■ What you have to do ■
Could you filter the records below and return each line that holds "BERNARDINO"?

Stored items:
——————————

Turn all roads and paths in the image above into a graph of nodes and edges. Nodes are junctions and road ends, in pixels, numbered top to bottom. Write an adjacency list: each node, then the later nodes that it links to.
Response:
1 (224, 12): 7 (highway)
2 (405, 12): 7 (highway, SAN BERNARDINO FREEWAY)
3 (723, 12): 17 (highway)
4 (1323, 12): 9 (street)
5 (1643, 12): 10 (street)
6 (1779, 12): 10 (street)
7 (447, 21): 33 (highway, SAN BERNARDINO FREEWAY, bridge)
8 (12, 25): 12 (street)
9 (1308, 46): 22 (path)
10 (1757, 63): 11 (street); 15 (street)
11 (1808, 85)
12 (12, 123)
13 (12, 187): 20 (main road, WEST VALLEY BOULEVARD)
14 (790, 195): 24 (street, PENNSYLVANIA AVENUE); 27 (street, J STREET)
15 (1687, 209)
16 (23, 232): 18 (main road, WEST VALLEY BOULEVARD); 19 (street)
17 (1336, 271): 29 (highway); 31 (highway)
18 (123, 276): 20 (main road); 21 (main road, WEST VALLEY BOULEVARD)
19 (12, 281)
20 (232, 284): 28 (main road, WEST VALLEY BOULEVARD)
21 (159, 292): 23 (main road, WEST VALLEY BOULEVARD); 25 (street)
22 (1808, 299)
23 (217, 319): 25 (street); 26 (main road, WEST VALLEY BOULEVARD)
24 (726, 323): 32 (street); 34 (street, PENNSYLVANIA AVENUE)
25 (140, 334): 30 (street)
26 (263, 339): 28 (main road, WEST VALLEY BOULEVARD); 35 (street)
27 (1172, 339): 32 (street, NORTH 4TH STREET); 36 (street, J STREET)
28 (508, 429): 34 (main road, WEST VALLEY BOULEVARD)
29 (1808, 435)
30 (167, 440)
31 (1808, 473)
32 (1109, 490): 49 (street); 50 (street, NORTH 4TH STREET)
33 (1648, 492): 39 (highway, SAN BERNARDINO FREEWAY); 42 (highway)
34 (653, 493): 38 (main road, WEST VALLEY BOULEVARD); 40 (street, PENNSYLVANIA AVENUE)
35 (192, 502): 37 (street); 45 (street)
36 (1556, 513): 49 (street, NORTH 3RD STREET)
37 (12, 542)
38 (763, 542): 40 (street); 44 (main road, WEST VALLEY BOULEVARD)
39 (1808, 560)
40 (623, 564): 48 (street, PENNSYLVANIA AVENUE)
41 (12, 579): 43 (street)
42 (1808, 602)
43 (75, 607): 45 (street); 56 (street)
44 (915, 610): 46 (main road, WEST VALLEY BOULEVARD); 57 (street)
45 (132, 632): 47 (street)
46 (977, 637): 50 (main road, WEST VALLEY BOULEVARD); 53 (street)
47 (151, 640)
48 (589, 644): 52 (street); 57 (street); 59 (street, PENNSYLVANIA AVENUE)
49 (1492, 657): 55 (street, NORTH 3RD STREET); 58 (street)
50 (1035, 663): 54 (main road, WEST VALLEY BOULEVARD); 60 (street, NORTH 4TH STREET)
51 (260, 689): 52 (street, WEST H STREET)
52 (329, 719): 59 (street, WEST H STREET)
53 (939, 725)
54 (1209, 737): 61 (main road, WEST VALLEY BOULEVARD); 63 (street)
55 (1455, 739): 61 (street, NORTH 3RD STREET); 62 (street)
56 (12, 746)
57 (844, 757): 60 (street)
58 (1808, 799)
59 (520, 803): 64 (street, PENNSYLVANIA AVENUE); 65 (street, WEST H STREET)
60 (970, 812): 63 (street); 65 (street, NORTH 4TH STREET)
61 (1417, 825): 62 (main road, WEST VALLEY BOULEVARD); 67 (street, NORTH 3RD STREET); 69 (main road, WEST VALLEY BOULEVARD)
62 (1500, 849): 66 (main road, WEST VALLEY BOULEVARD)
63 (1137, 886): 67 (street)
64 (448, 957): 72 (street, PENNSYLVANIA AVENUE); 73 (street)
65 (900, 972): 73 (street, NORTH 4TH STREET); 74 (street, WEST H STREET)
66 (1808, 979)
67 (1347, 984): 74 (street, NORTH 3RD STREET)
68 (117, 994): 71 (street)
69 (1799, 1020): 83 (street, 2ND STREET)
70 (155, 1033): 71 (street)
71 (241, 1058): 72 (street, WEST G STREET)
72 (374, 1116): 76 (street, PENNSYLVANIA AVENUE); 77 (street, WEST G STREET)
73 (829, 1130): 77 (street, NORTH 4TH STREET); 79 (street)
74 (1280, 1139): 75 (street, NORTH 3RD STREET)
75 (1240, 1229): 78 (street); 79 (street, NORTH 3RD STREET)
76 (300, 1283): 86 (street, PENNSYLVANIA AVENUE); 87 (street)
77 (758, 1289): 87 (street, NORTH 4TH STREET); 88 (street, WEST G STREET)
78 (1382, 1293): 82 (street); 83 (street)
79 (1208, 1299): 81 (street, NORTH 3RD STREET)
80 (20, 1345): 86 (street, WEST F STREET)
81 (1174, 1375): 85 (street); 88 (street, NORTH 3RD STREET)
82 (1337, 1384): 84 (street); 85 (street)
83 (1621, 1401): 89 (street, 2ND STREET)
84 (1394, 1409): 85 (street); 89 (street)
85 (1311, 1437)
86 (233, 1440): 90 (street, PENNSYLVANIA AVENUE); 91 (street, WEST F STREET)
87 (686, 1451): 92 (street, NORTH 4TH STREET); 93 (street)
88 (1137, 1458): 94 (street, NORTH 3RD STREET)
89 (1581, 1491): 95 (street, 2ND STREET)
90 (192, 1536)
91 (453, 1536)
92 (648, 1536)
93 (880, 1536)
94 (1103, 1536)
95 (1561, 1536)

——————————

■ Expected output ■
2 (405, 12): 7 (highway, SAN BERNARDINO FREEWAY)
7 (447, 21): 33 (highway, SAN BERNARDINO FREEWAY, bridge)
33 (1648, 492): 39 (highway, SAN BERNARDINO FREEWAY); 42 (highway)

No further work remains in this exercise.